Dataset Start Marker
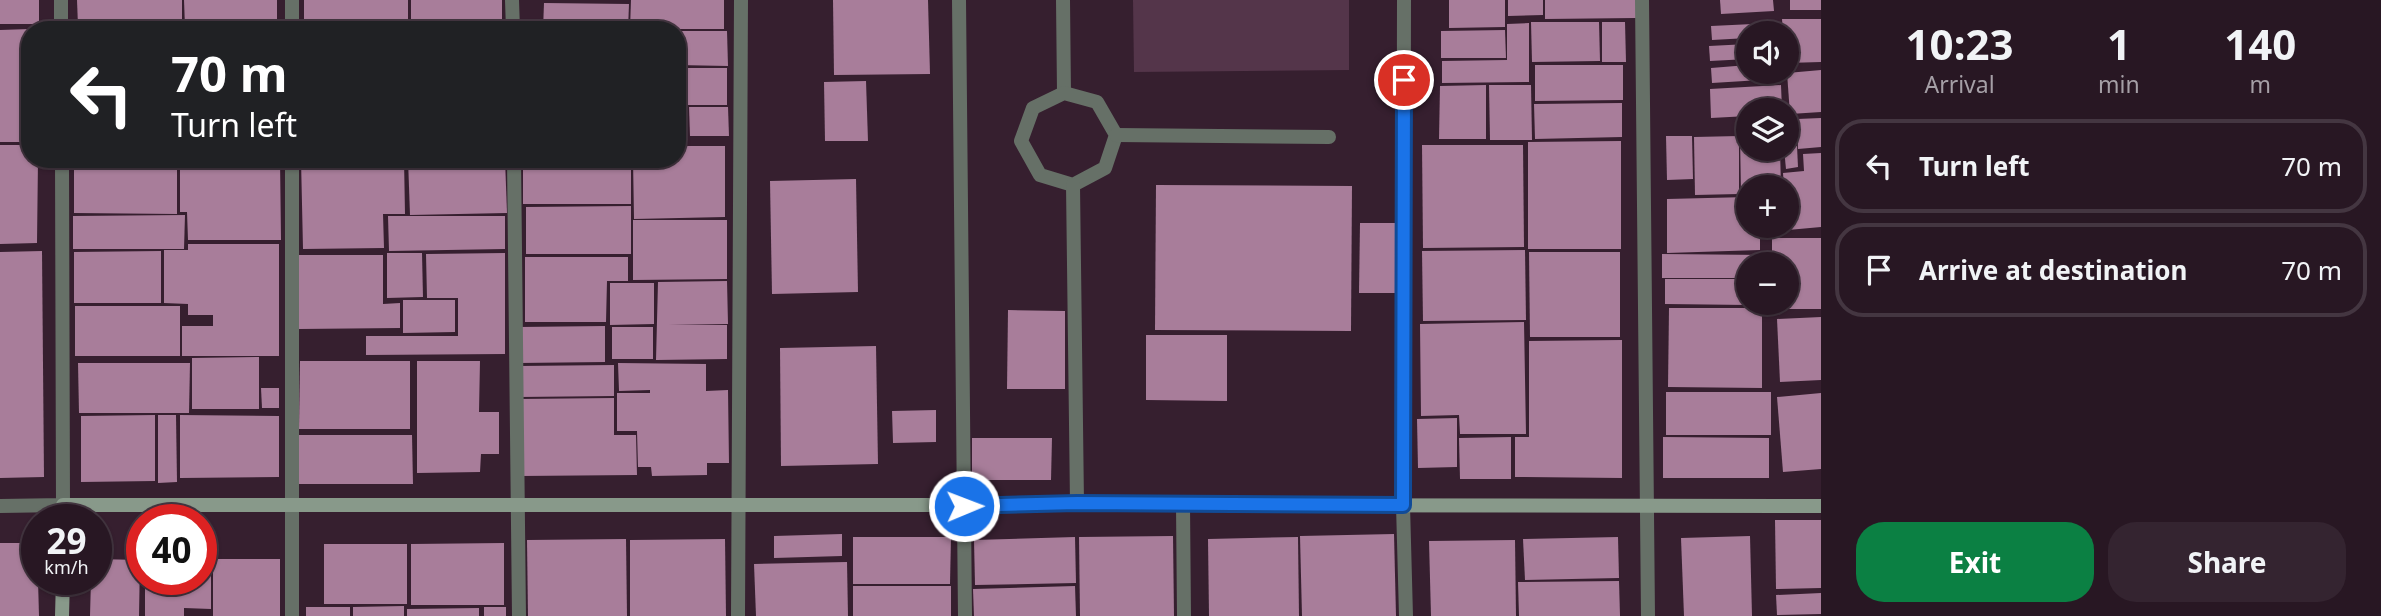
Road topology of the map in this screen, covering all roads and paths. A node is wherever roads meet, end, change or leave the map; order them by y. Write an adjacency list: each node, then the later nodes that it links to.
1 (61, 0): 9 (street)
2 (292, 0): 10 (street)
3 (512, 0): 11 (street)
4 (741, 0): 23 (street)
5 (959, 0): 28 (street)
6 (1063, 0): 12 (street)
7 (1404, 0): 25 (street)
8 (1642, 0): 26 (street)
9 (61, 21)
10 (292, 21)
11 (513, 21)
12 (1064, 93): 13 (street); 18 (street)
13 (1116, 135): 14 (street); 18 (street)
14 (1329, 137)
15 (62, 168): 20 (street)
16 (292, 168): 21 (street)
17 (514, 168): 22 (street)
18 (1073, 185): 19 (street)
19 (1077, 503): 24 (street); 28 (street)
20 (63, 504)
21 (292, 504): 22 (street); 31 (street); 34 (street)
22 (518, 505): 23 (street); 35 (street)
23 (738, 505): 28 (street); 36 (street)
24 (1183, 505): 25 (street); 38 (street)
25 (1403, 505): 26 (street); 39 (street)
26 (1647, 505): 29 (street); 40 (street)
27 (0, 506): 30 (street)
28 (964, 506): 37 (street)
29 (1821, 506)
30 (21, 508)
31 (112, 511)
32 (63, 595): 33 (street)
33 (62, 616)
34 (292, 616)
35 (519, 616)
36 (737, 616)
37 (965, 616)
38 (1184, 616)
39 (1406, 616)
40 (1648, 616)

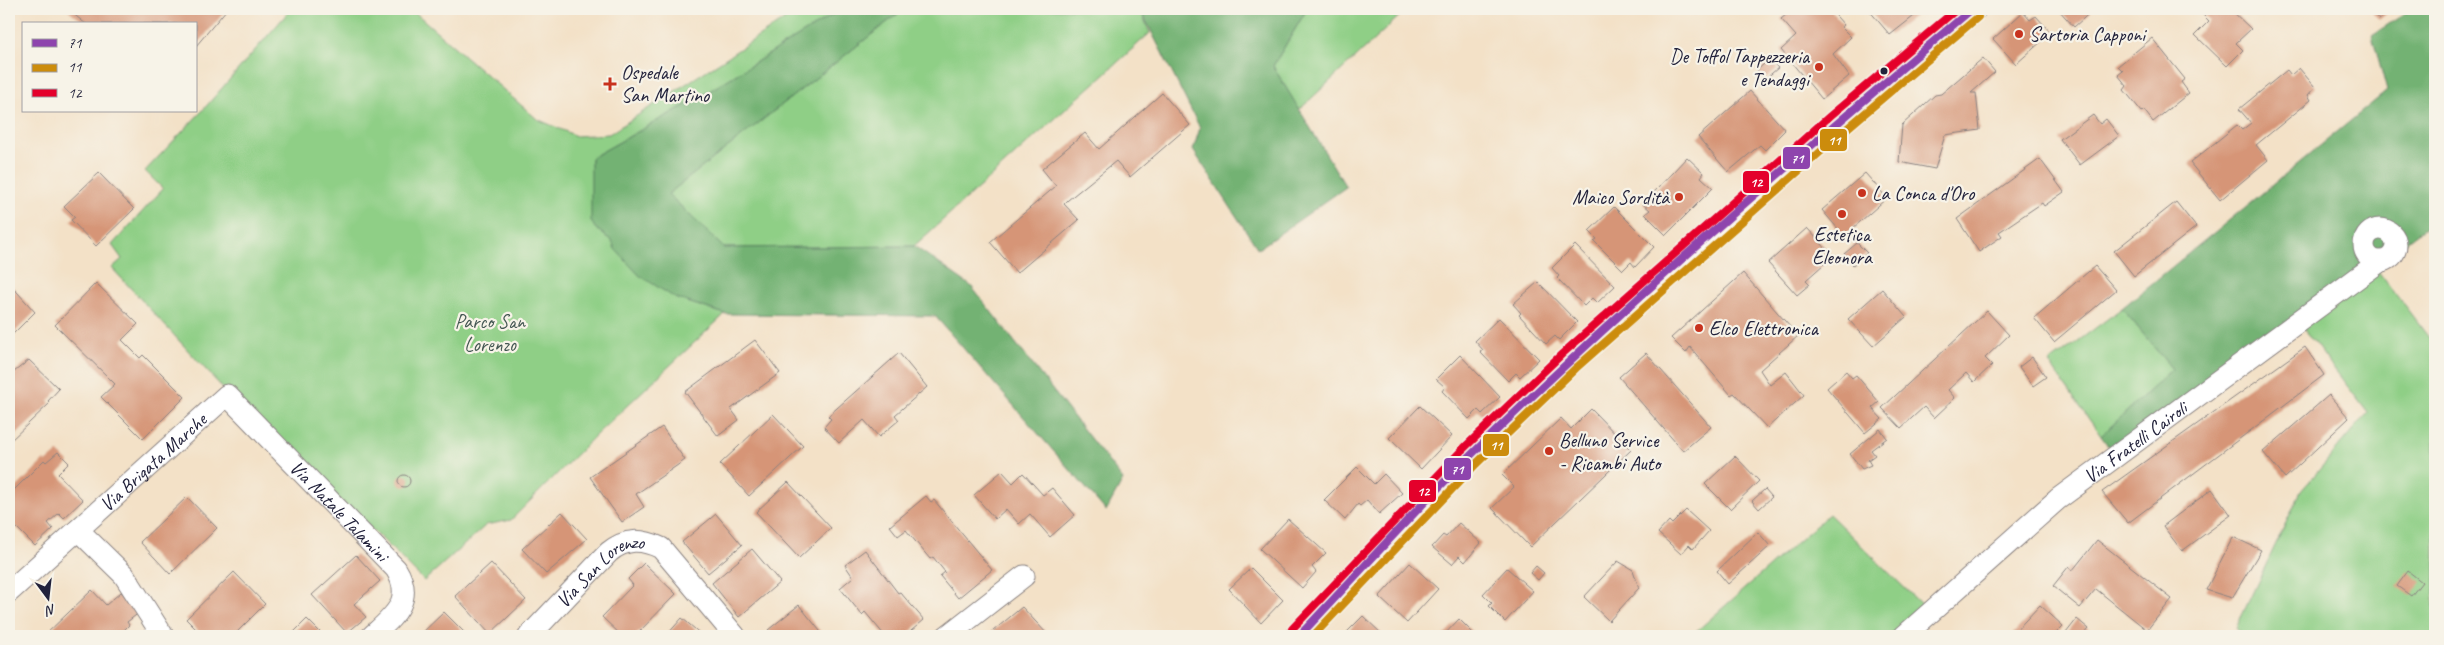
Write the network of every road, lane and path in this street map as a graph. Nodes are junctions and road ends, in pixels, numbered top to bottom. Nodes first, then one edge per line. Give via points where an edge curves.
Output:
Dataset End Marker
■ Directions for this task ■
Output each record exactly as it appears, but not the pictures.

■ Answer for this exercise ■
Road topology of the map in this screen, covering all roads and paths. A node is wherever roads meet, end, change or leave the map; order them by y. Write an adjacency list: each node, then the later nodes that it links to.
1 (61, 0): 9 (street)
2 (292, 0): 10 (street)
3 (512, 0): 11 (street)
4 (741, 0): 23 (street)
5 (959, 0): 28 (street)
6 (1063, 0): 12 (street)
7 (1404, 0): 25 (street)
8 (1642, 0): 26 (street)
9 (61, 21)
10 (292, 21)
11 (513, 21)
12 (1064, 93): 13 (street); 18 (street)
13 (1116, 135): 14 (street); 18 (street)
14 (1329, 137)
15 (62, 168): 20 (street)
16 (292, 168): 21 (street)
17 (514, 168): 22 (street)
18 (1073, 185): 19 (street)
19 (1077, 503): 24 (street); 28 (street)
20 (63, 504)
21 (292, 504): 22 (street); 31 (street); 34 (street)
22 (518, 505): 23 (street); 35 (street)
23 (738, 505): 28 (street); 36 (street)
24 (1183, 505): 25 (street); 38 (street)
25 (1403, 505): 26 (street); 39 (street)
26 (1647, 505): 29 (street); 40 (street)
27 (0, 506): 30 (street)
28 (964, 506): 37 (street)
29 (1821, 506)
30 (21, 508)
31 (112, 511)
32 (63, 595): 33 (street)
33 (62, 616)
34 (292, 616)
35 (519, 616)
36 (737, 616)
37 (965, 616)
38 (1184, 616)
39 (1406, 616)
40 (1648, 616)

Write the network of every road, lane and path in this street map as a graph. Nodes are junctions and road ends, in pixels, numbered top to bottom. Nodes first, then one edge per line. Give via points where an edge curves.
Output:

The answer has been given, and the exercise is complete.